TEMPO.CO, Jakarta - Palestina duduk di antara negara-negara anggota Majelis Umum PBB dalam sidang pada Selasa, sebuah hak baru yang diberikan kepada delegasi tersebut meskipun bukan anggota penuh PBB.
Pada Mei, mayoritas anggota Majelis Umum menegaskan bahwa Palestina berhak menjadi anggota penuh, sebuah langkah yang telah dihalangi oleh Amerika Serikat.
Majelis Umum PBB memberikan delegasi Palestina hak-hak baru tertentu dalam sebuah resolusi, namun tetap mengecualikan delegasi tersebut untuk dapat memilih atau menjadi anggota Dewan Keamanan.
Dimulai dengan sidang Majelis Umum ke-79 yang dimulai Selasa, Palestina dapat mengajukan proposal dan amendemen, dan duduk di antara negara-negara anggota.
Utusan Palestina untuk PBB, Riyad Mansour, mengambil tempat pada Selasa sore di meja bertanda “Negara Palestina” antara Sri Lanka dan Sudan.
“Ini bukan sekedar masalah prosedural. Ini momen bersejarah bagi kami,” kata Duta Besar Mesir Osama Mahmoud Abdelkhalek Mahmoud.

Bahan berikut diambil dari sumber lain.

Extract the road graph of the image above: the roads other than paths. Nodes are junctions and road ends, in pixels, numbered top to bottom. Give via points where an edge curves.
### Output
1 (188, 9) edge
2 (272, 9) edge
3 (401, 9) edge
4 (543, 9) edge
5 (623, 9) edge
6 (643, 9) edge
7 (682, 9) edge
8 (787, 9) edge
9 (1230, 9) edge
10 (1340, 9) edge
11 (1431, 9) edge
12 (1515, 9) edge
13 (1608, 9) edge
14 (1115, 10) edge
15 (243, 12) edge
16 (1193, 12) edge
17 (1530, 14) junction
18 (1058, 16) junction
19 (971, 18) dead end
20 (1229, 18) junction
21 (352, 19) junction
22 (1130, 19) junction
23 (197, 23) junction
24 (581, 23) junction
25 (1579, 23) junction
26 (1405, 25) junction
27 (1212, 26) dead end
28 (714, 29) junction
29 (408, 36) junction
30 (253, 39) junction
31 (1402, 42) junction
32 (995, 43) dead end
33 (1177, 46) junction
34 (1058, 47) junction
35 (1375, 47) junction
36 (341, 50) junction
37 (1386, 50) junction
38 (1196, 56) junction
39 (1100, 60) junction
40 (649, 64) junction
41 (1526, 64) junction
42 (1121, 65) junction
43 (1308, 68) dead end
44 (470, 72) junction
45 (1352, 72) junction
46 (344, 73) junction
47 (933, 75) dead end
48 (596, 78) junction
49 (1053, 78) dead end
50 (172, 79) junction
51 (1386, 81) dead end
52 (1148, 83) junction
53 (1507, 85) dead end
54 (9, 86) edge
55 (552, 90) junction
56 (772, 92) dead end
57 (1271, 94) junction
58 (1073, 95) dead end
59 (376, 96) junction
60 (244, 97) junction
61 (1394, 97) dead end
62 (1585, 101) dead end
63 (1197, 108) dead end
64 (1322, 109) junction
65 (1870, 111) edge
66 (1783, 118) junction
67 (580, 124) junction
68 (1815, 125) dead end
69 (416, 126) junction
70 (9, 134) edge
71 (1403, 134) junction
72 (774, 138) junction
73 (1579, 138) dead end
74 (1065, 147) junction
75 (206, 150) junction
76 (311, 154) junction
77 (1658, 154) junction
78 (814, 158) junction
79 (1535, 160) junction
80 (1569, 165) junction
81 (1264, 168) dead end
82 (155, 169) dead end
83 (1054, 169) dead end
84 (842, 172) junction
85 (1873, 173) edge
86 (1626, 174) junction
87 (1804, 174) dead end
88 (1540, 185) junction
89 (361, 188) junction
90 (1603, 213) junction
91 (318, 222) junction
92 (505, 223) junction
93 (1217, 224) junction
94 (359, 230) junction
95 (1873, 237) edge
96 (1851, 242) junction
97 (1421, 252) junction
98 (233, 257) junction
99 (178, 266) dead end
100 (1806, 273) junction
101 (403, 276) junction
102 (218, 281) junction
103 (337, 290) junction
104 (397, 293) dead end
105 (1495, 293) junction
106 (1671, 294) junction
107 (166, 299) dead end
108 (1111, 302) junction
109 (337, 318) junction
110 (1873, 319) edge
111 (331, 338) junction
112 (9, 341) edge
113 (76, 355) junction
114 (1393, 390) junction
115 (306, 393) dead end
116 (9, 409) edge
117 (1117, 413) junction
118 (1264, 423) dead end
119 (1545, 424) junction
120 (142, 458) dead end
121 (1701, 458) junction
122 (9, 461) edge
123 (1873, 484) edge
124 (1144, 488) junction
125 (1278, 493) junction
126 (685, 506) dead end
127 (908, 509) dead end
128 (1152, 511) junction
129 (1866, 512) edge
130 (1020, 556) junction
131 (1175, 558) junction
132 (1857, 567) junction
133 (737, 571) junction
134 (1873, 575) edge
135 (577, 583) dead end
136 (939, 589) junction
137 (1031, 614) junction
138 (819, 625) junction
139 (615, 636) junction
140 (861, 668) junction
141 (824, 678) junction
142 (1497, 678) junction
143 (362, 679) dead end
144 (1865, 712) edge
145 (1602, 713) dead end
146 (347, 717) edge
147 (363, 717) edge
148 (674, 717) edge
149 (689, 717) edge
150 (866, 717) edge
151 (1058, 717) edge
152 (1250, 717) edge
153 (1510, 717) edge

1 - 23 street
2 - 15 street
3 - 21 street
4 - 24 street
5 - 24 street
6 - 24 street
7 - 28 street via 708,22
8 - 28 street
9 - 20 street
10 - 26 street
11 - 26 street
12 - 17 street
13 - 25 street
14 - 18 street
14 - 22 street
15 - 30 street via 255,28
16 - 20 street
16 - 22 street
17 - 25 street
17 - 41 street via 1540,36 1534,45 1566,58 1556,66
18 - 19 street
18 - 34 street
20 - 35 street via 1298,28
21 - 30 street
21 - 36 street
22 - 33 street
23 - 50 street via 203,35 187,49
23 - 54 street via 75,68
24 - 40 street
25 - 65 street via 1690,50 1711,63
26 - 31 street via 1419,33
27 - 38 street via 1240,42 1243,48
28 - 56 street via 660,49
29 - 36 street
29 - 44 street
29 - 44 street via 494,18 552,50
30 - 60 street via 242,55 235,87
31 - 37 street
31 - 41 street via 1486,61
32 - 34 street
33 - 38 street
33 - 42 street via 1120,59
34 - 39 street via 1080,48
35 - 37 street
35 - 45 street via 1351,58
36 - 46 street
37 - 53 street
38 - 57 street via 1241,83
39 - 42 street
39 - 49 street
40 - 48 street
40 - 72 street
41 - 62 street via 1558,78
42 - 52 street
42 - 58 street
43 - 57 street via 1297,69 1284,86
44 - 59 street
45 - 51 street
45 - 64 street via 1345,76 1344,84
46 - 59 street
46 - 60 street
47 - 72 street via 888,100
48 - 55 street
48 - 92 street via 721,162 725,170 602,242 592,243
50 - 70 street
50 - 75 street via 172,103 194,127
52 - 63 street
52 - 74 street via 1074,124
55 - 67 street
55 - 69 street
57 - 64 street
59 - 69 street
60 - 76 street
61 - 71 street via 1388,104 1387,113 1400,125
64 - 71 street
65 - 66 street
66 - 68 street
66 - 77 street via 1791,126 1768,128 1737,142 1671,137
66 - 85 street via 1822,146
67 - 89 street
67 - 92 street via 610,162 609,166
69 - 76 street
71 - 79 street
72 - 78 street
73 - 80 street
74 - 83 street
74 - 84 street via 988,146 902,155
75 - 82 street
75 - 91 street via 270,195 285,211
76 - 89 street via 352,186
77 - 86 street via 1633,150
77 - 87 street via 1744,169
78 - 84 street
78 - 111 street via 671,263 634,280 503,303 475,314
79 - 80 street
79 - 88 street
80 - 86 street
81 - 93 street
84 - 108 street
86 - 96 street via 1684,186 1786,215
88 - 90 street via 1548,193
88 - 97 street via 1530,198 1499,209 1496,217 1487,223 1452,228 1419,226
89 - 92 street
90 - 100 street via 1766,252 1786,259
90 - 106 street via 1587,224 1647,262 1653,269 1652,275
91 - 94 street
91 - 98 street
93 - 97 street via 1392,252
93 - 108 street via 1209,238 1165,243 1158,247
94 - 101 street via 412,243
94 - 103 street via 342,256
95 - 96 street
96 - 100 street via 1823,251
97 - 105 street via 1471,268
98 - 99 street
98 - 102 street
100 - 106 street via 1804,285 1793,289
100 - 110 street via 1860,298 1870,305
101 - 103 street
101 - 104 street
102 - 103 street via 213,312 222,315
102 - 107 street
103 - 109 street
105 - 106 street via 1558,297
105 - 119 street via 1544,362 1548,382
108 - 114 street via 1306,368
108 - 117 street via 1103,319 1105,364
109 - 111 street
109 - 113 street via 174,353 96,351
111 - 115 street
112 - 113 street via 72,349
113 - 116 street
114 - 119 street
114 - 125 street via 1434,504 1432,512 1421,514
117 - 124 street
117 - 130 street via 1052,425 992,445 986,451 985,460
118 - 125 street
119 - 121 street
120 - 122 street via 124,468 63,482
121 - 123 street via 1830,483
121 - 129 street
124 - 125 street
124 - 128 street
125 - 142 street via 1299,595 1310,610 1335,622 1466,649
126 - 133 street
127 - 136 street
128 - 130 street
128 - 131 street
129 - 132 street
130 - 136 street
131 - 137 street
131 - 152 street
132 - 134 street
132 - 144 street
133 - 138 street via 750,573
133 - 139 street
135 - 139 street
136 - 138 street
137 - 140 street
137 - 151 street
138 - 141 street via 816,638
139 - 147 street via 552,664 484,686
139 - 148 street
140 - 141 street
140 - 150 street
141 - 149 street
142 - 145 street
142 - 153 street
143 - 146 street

Sama seperti ketika resolusi tersebut diadopsi, Israel juga mengecam tindakan tersebut.
“Setiap keputusan dan atau tindakan yang meningkatkan status Palestina, baik di Majelis Umum PBB atau secara bilateral, saat ini merupakan sebuah penghargaan... bagi terorisme pada umumnya dan teroris Hamas pada khususnya,” kata Jonathan Miller, wakil duta besar Israel untuk PBB.
Pada April, setelah pecahnya perang di Gaza, Palestina, yang berstatus “negara pengamat non-anggota” sejak 2012, meluncurkan kembali tawaran keanggotaan penuh.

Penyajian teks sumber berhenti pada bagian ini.